(First in an eight-part series on Pacific Rivers’ history and successes)
— by Bob Doppelt —
I have been a river guide most of my life. I have also been a university professor, and a psychologist working with troubled youth. When I burned out on all of that, I went back to the places I always loved most: rivers.
My wife and I started a rafting company called Oregon River Experiences in 1977, and during the 10 years we ran it, the rivers of the Pacific Northwest changed. It was a moral assault to be out there on the Rogue River or the Deschutes River and see scum, oil slicks and trash floating down the river. And it turned the clients off.
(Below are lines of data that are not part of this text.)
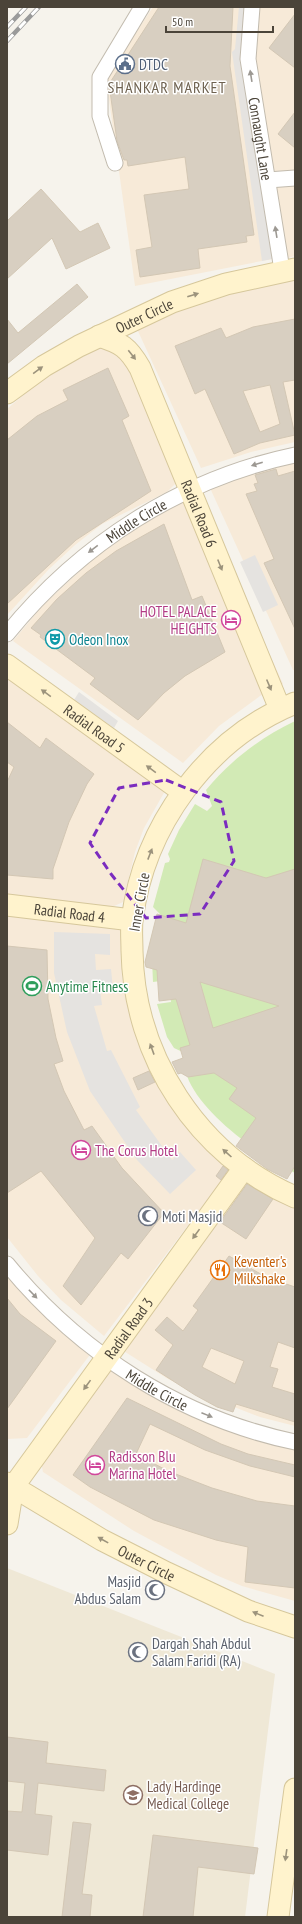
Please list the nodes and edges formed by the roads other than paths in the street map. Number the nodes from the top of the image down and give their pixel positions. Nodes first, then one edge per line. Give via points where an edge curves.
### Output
1 (142, 7) edge
2 (252, 7) edge
3 (115, 163) dead end
4 (295, 178) edge
5 (268, 180) junction
6 (289, 269) edge
7 (99, 336) junction
8 (7, 393) edge
9 (295, 455) edge
10 (190, 489) junction
11 (7, 634) edge
12 (7, 665) edge
13 (287, 706) edge
14 (183, 792) junction
15 (7, 905) edge
16 (132, 920) junction
17 (244, 1168) junction
18 (295, 1197) edge
19 (7, 1264) edge
20 (106, 1358) junction
21 (295, 1442) edge
22 (10, 1485) edge
23 (7, 1524) edge
24 (295, 1627) edge
25 (295, 1788) edge
26 (278, 1917) edge

1 - 3 street via 100,77 100,116
5 -> 2 street, Connaught Lane via 248,59
4 - 5 street
6 -> 5 street, Connaught Lane
7 -> 6 street, Outer Circle via 172,302 226,284
8 -> 7 street, Outer Circle via 44,366
7 -> 10 street, Radial Road 6 via 125,347 136,360
9 -> 10 street, Middle Circle via 231,472
10 -> 11 street, Middle Circle via 137,518 85,554 54,582
10 -> 13 street, Radial Road 6
14 -> 12 street, Radial Road 5
13 - 14 street, Inner Circle via 244,731 227,745
16 -> 14 street, Inner Circle via 145,866 168,815
15 - 16 street, Radial Road 4
17 -> 16 street, Inner Circle via 199,1128 168,1084 155,1058 141,1019 134,984
17 - 18 street, Inner Circle
17 -> 20 street, Radial Road 3
19 -> 20 street, Middle Circle via 52,1313
20 -> 21 street, Middle Circle via 149,1386 200,1412 253,1432
20 -> 22 street, Radial Road 3
22 - 23 street
24 -> 22 street, Outer Circle via 248,1610 160,1569 102,1540
25 -> 26 street

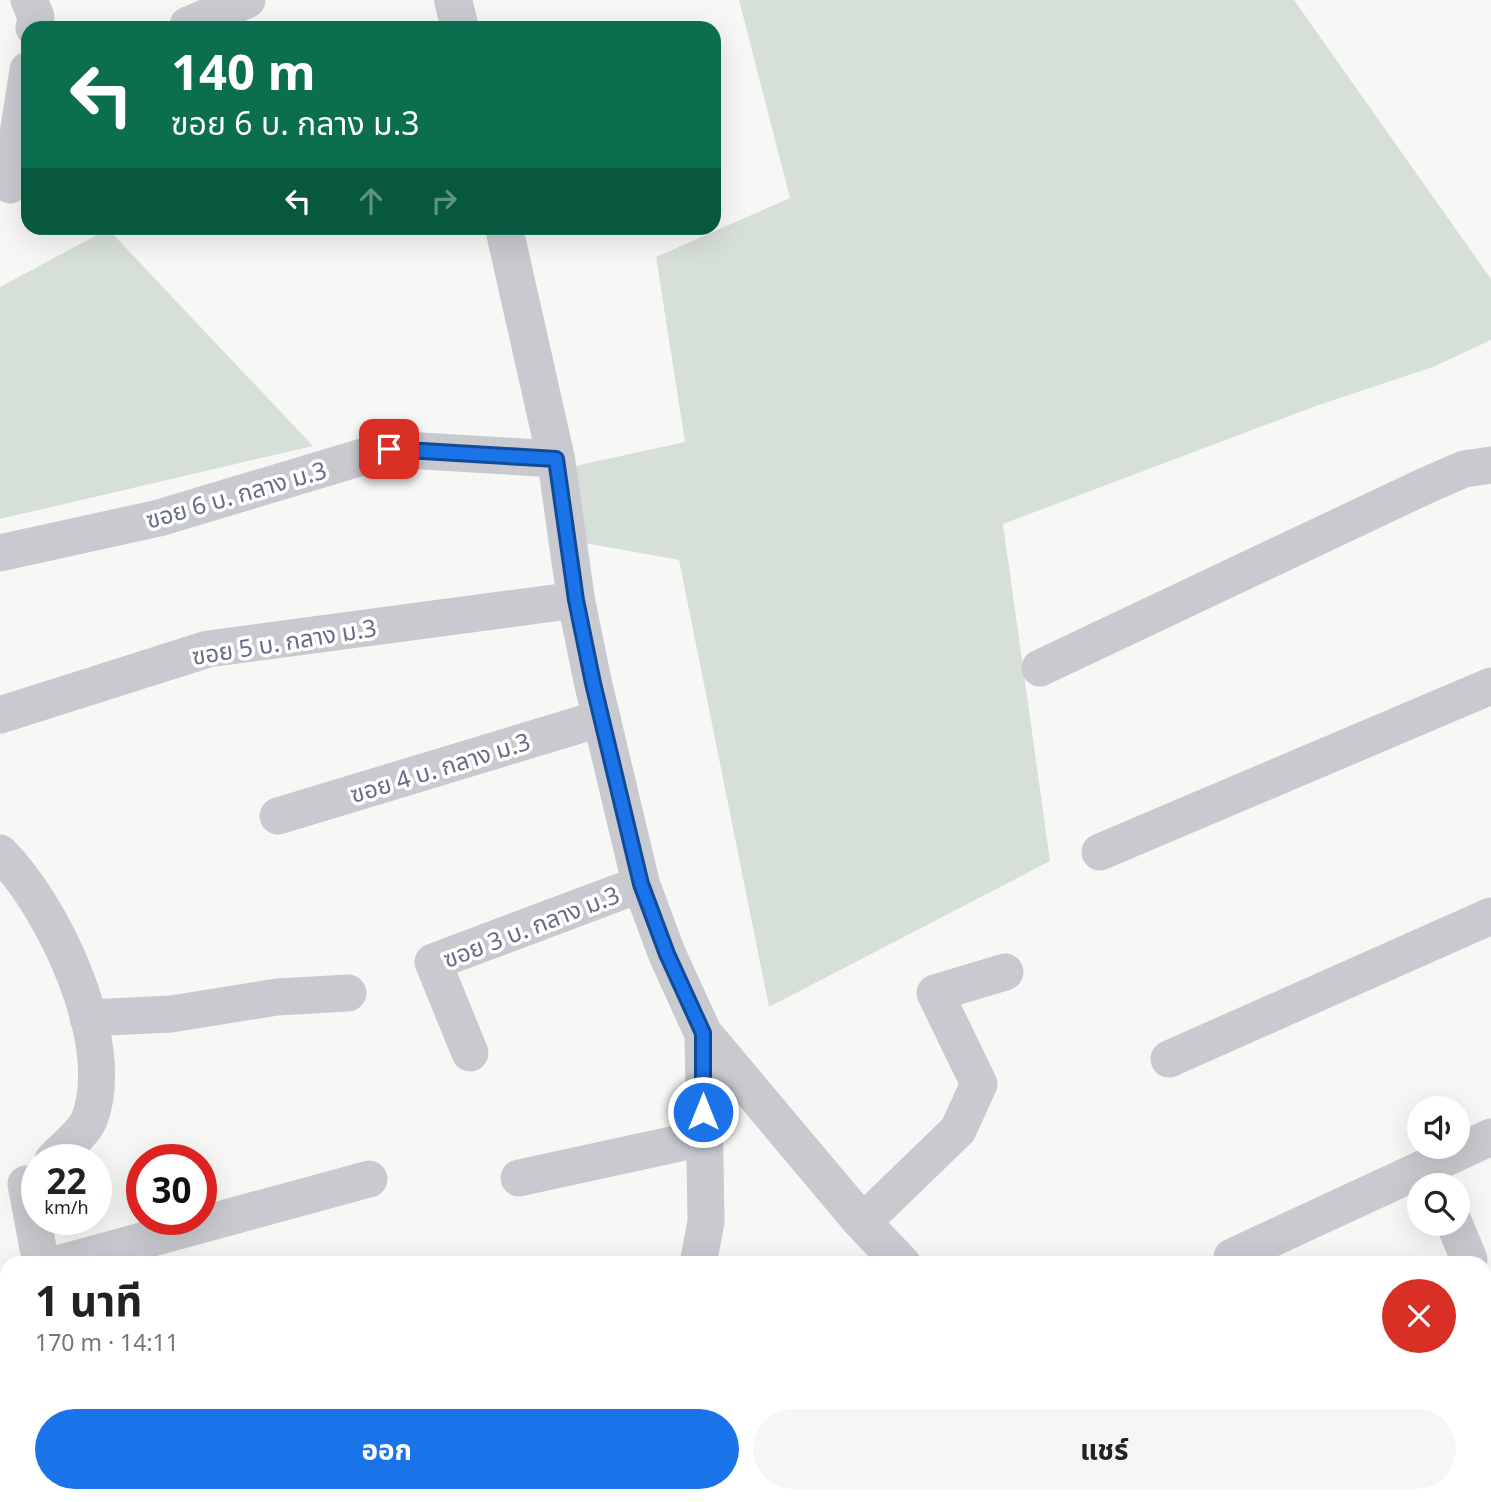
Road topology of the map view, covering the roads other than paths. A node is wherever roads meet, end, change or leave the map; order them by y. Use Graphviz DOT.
graph roads {
  1 [pos="29,0"];
  2 [pos="247,0"];
  3 [pos="453,0"];
  4 [pos="35,21"];
  5 [pos="197,21"];
  6 [pos="458,21"];
  7 [pos="18,85"];
  8 [pos="10,185"];
  9 [pos="506,235"];
  10 [pos="556,459"];
  11 [pos="1491,466"];
  12 [pos="0,554"];
  13 [pos="576,600"];
  14 [pos="1040,668"];
  15 [pos="1491,686"];
  16 [pos="0,715"];
  17 [pos="602,718"];
  18 [pos="278,816"];
  19 [pos="1100,852"];
  20 [pos="0,853"];
  21 [pos="641,884"];
  22 [pos="1491,916"];
  23 [pos="1005,972"];
  24 [pos="348,993"];
  25 [pos="88,1018"];
  26 [pos="703,1033"];
  27 [pos="470,1054"];
  28 [pos="1169,1059"];
  29 [pos="1491,1137"];
  30 [pos="703,1138"];
  31 [pos="68,1144"];
  32 [pos="1436,1173"];
  33 [pos="519,1178"];
  34 [pos="369,1179"];
  35 [pos="1407,1186"];
  36 [pos="861,1221"];
  37 [pos="34,1235"];
  38 [pos="1459,1236"];
  39 [pos="39,1256"];
  40 [pos="86,1256"];
  41 [pos="700,1256"];
  42 [pos="894,1256"];
  43 [pos="1234,1256"];
  44 [pos="1468,1256"];
  1 -- 4 [label="street"];
  2 -- 5 [label="street"];
  3 -- 6 [label="street"];
  7 -- 8 [label="street"];
  9 -- 10 [label="street"];
  10 -- 12 [label="street, ฃอย 6 บ. กลาง ม.3"];
  10 -- 13 [label="street"];
  11 -- 14 [label="street"];
  13 -- 16 [label="street, ฃอย 5 บ. กลาง ม.3"];
  13 -- 17 [label="street"];
  15 -- 19 [label="street"];
  17 -- 18 [label="street, ฃอย 4 บ. กลาง ม.3"];
  17 -- 21 [label="street"];
  20 -- 25 [label="street"];
  21 -- 26 [label="street"];
  21 -- 27 [label="street, ฃอย 3 บ. กลาง ม.3"];
  22 -- 28 [label="street"];
  23 -- 36 [label="street"];
  24 -- 25 [label="street"];
  25 -- 31 [label="street"];
  26 -- 30 [label="street"];
  26 -- 36 [label="street"];
  29 -- 32 [label="street"];
  30 -- 33 [label="street"];
  30 -- 41 [label="street"];
  34 -- 40 [label="street"];
  35 -- 43 [label="street"];
  36 -- 42 [label="street"];
  37 -- 39 [label="street"];
  38 -- 44 [label="street"];
}
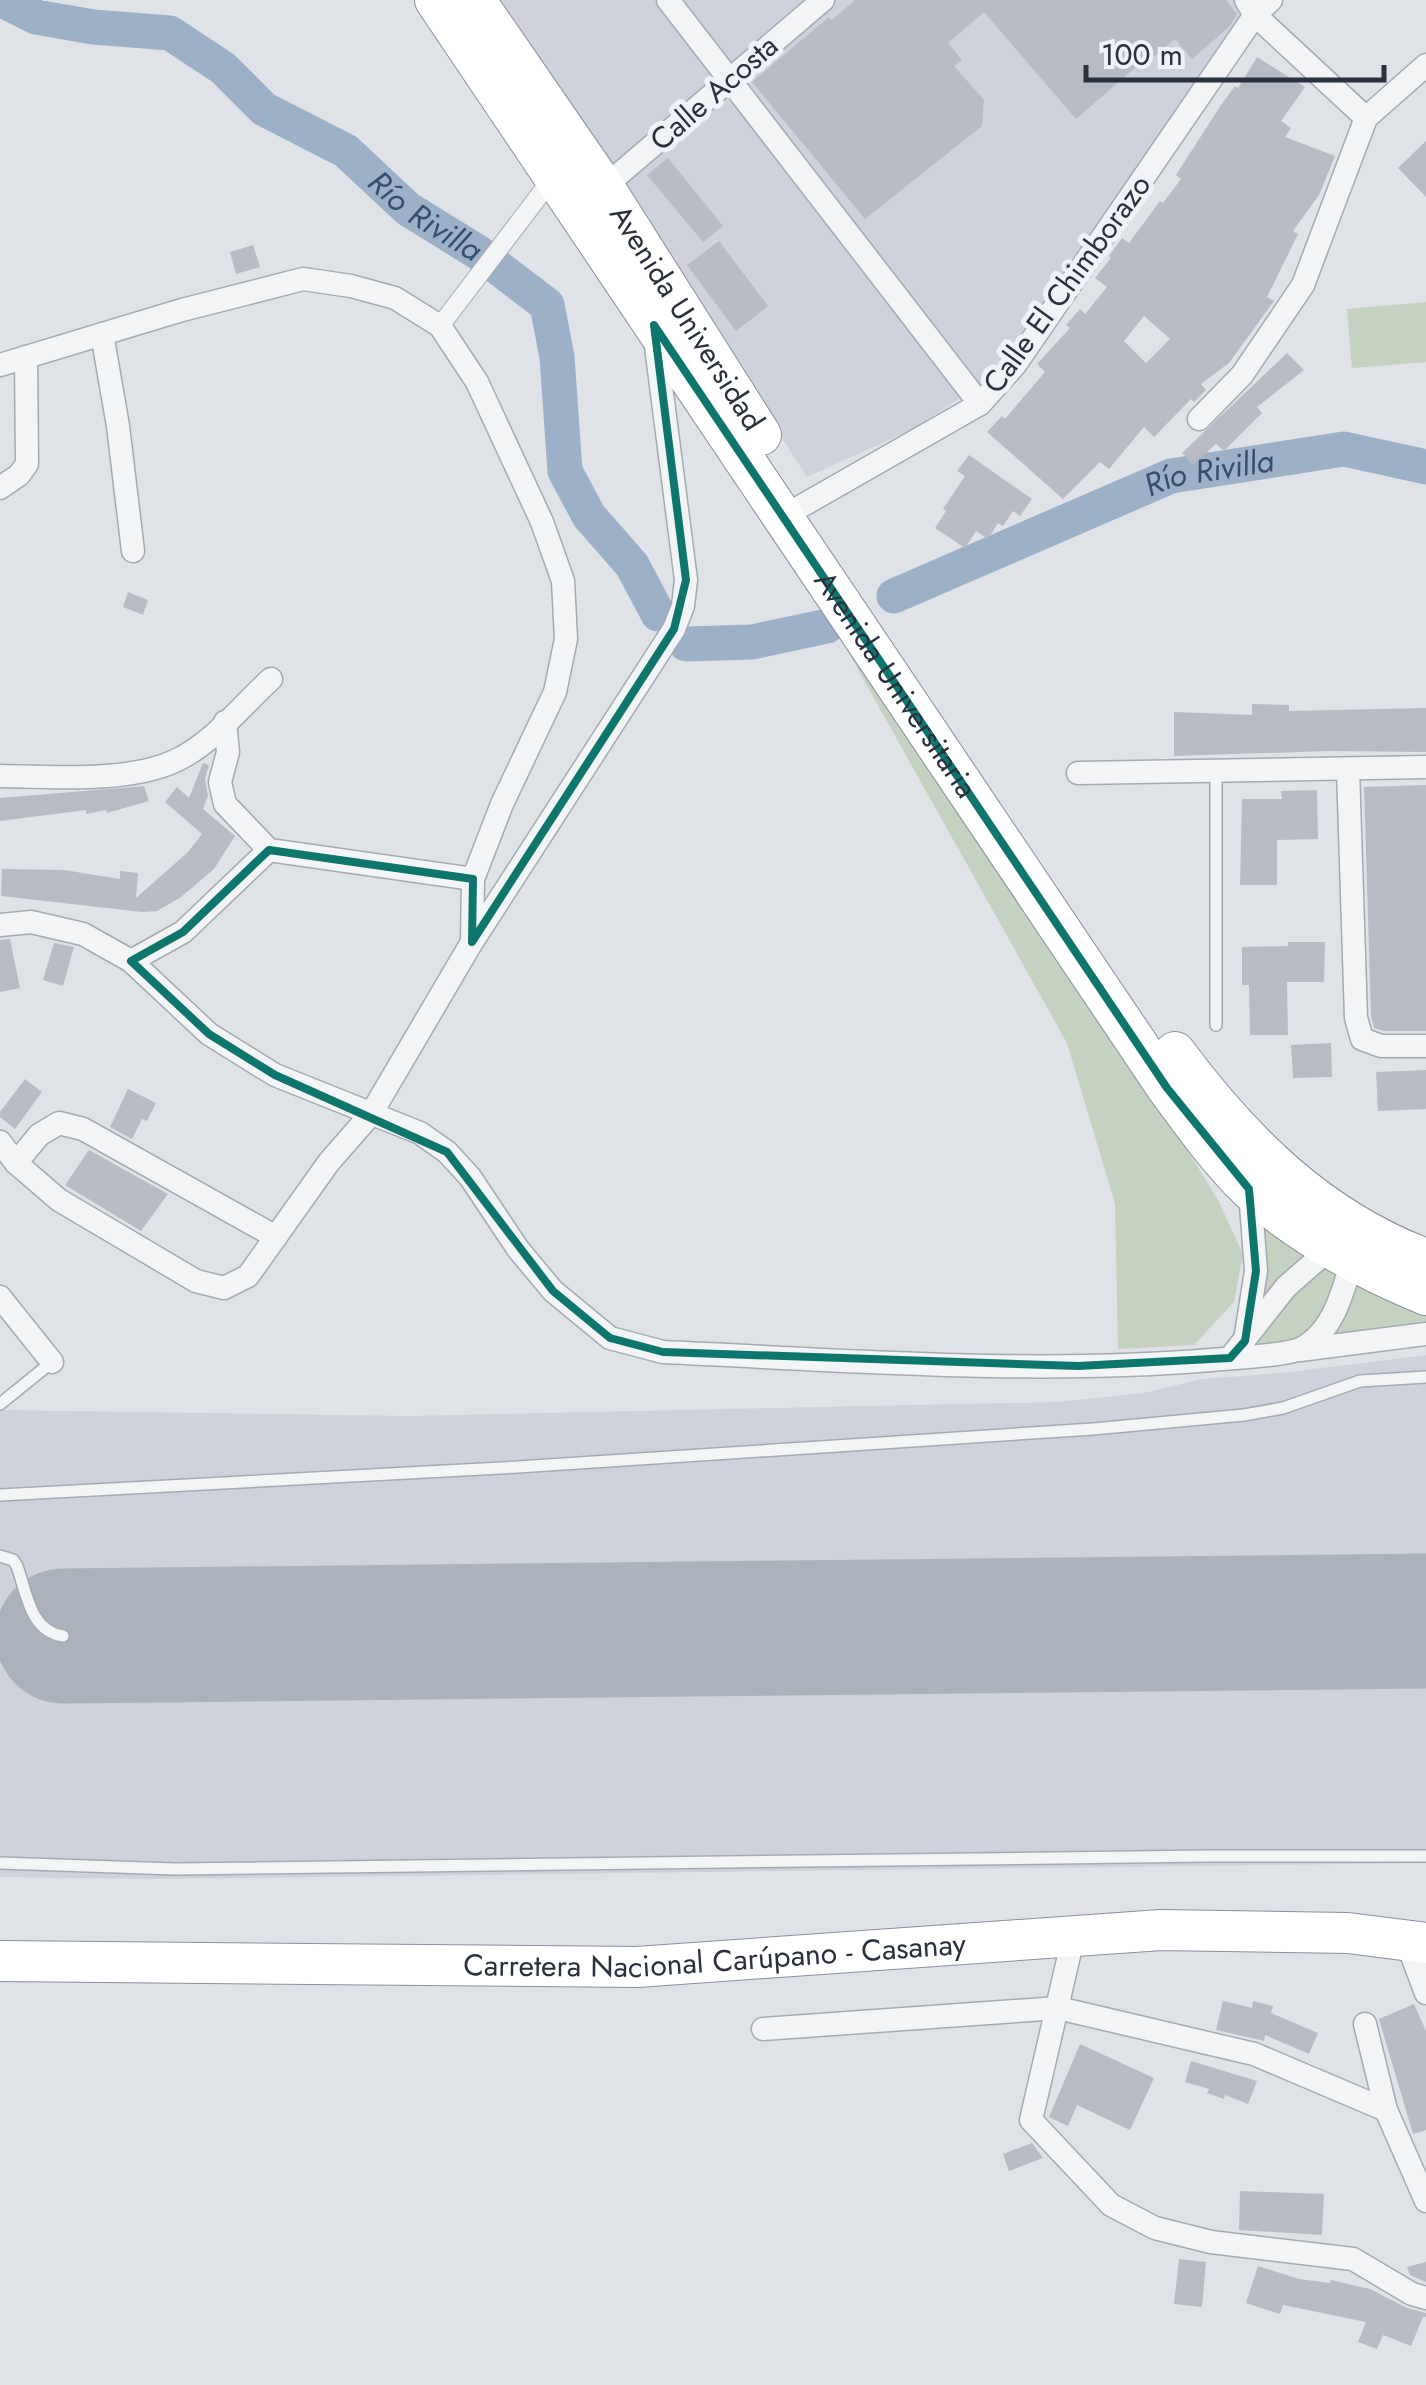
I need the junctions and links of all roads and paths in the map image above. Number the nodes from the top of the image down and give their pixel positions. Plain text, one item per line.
1 (435, 0) edge
2 (474, 0) edge
3 (668, 0) edge
4 (823, 0) edge
5 (1257, 5) edge
6 (1426, 66) edge
7 (731, 79) junction
8 (1366, 118) junction
9 (555, 175) junction
10 (604, 187) junction
11 (440, 326) junction
12 (654, 326) junction
13 (102, 334) junction
14 (26, 357) junction
15 (0, 365) edge
16 (980, 404) junction
17 (1199, 419) dead end
18 (0, 488) edge
19 (794, 509) junction
20 (133, 551) dead end
21 (892, 639) joint
22 (271, 678) dead end
23 (224, 722) junction
24 (1348, 768) junction
25 (1426, 768) edge
26 (1216, 771) junction
27 (1078, 773) dead end
28 (0, 776) edge
29 (270, 850) junction
30 (473, 879) junction
31 (0, 925) edge
32 (472, 942) junction
33 (131, 961) junction
34 (1216, 1025) dead end
35 (1426, 1046) edge
36 (371, 1114) junction
37 (0, 1142) edge
38 (16, 1163) junction
39 (1249, 1188) junction
40 (276, 1236) junction
41 (1347, 1246) junction
42 (1426, 1259) edge
43 (1426, 1295) edge
44 (0, 1297) edge
45 (1426, 1334) edge
46 (1238, 1350) junction
47 (1300, 1350) junction
48 (52, 1362) joint
49 (1426, 1377) edge
50 (0, 1404) edge
51 (0, 1495) edge
52 (0, 1556) edge
53 (64, 1636) dead end
54 (1426, 1856) edge
55 (0, 1863) edge
56 (1074, 1934) junction
57 (1416, 1941) edge
58 (0, 1961) edge
59 (1426, 1993) edge
60 (1058, 2008) junction
61 (1365, 2024) dead end
62 (764, 2029) dead end
63 (1386, 2110) junction
64 (1425, 2198) edge
65 (1426, 2298) edge

1 - 9 highway, Avenida Universitaria
2 - 10 highway, Avenida Universidad
3 - 7 street
4 - 7 street, Calle Acosta
5 - 8 street
5 - 16 street, Calle El Chimborazo
6 - 8 street
7 - 10 street, Calle Acosta
7 - 16 street
8 - 17 street
9 - 11 street
9 - 12 highway, Avenida Universitaria
10 - 19 highway, Avenida Universidad
11 - 13 street
11 - 30 street
12 - 19 highway, Avenida Universitaria
12 - 32 street
13 - 14 street
13 - 20 street
14 - 15 street
14 - 18 street
16 - 19 street, Calle El Chimborazo
19 - 21 highway, Avenida Universidad
19 - 39 highway, Avenida Universitaria
21 - 41 highway, Avenida Universitaria
22 - 23 street
23 - 28 street
23 - 29 street
24 - 25 street
24 - 26 street
24 - 35 street
26 - 27 street
26 - 34 lane
29 - 30 street
29 - 33 street
30 - 32 street
31 - 33 street
32 - 36 street
33 - 36 street
36 - 40 street
36 - 46 street
37 - 38 street
38 - 40 street
38 - 40 street
39 - 41 highway, Avenida Universitaria
39 - 46 street
41 - 42 highway, Avenida Universitaria
41 - 43 highway, Avenida Universitaria
41 - 46 street
41 - 47 street
44 - 48 street
45 - 47 street
46 - 47 street
48 - 50 lane
49 - 51 lane
52 - 53 lane
54 - 55 lane
56 - 57 highway, Carretera Nacional Carúpano - Casanay
56 - 58 highway, Carretera Nacional Carúpano - Casanay
56 - 60 street
57 - 59 street
60 - 62 street
60 - 63 street
60 - 65 street
61 - 63 street
63 - 64 street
I decided to do something about it. In 1987, at the urging of a woman who worked for the Friends of Columbia Gorge, a friend – Rick George – and I started a non-profit called the Oregon Rivers Council. We met with Senator Mark Hatfield’s staff and told them what was happening to Oregon rivers. And they were genuinely concerned. They said if we put together a coalition, they could get a bill passed in Congress that would designate important reaches of Oregon rivers as wild and scenic.
In its first year, working mostly out of my garage, the Oregon Rivers Council built a coalition and did something that no group had done before and no group has done since: passed the largest river protection act in the history of the lower 48 states. The Omnibus Oregon Wild and Scenic Rivers Act of 1988 protected 40 rivers totaling 1,500 miles.
We were ecstatic. Until scientists told us it wasn’t enough.
The wild and scenic rivers legislation did prevent dams from being built in designated areas. It kept flows reasonable, and prevented energy and mineral extraction. But it didn’t affect anything happening next to the rivers, or upstream. It didn’t change activity in the watershed.
The year was now 1989. And very few people besides scientists knew or understood the word watershed. The Oregon Rivers Council decided to change that.
A watershed is all of the land around a river or stream that drains into the river. The boundaries between different watersheds tend to be the ridges between different rivers and streams — the highest points. Gravity brings rainwater, snowmelt and spring water down into the river corridor. The council embarked on a project to get people who lived in, worked in, and cared about each watershed together to make management decisions. And the idea of watershed councils was born.
We started by establishing the McKenzie Watershed Council in Lane County. And as we shopped the idea around to elected officials, farmers, ranchers, and environmentalists, it turned out to be something all of them could support. When we got the support of the most conservative member of the Lane County Commission, I remember thinking, “Okay. This is going to happen.”
A year later, I wrote the original bill for the state legislature to establish and fund watershed councils around the state, which was signed into law in 1993. Now there are more than 100 watershed councils working collaboratively around the state to improve water quality, wildlife habitat, and economic opportunity. I co-wrote a book about watersheds, and the trend caught on nationally. We wanted to expand our model beyond Oregon, and we became the Pacific Rivers Council.
The Oregon Rivers Council went on to do other amazing work as well, including getting coho salmon protected under the Endangered Species Act, protecting watersheds in the Northwest Forest Plan, and establishing the economic value of protected resources. But it all comes back to watersheds.
Bob Doppelt co-founded Pacific Rivers in 1987 with Rick George. Currently he is executive director of The Resource Innovation Group.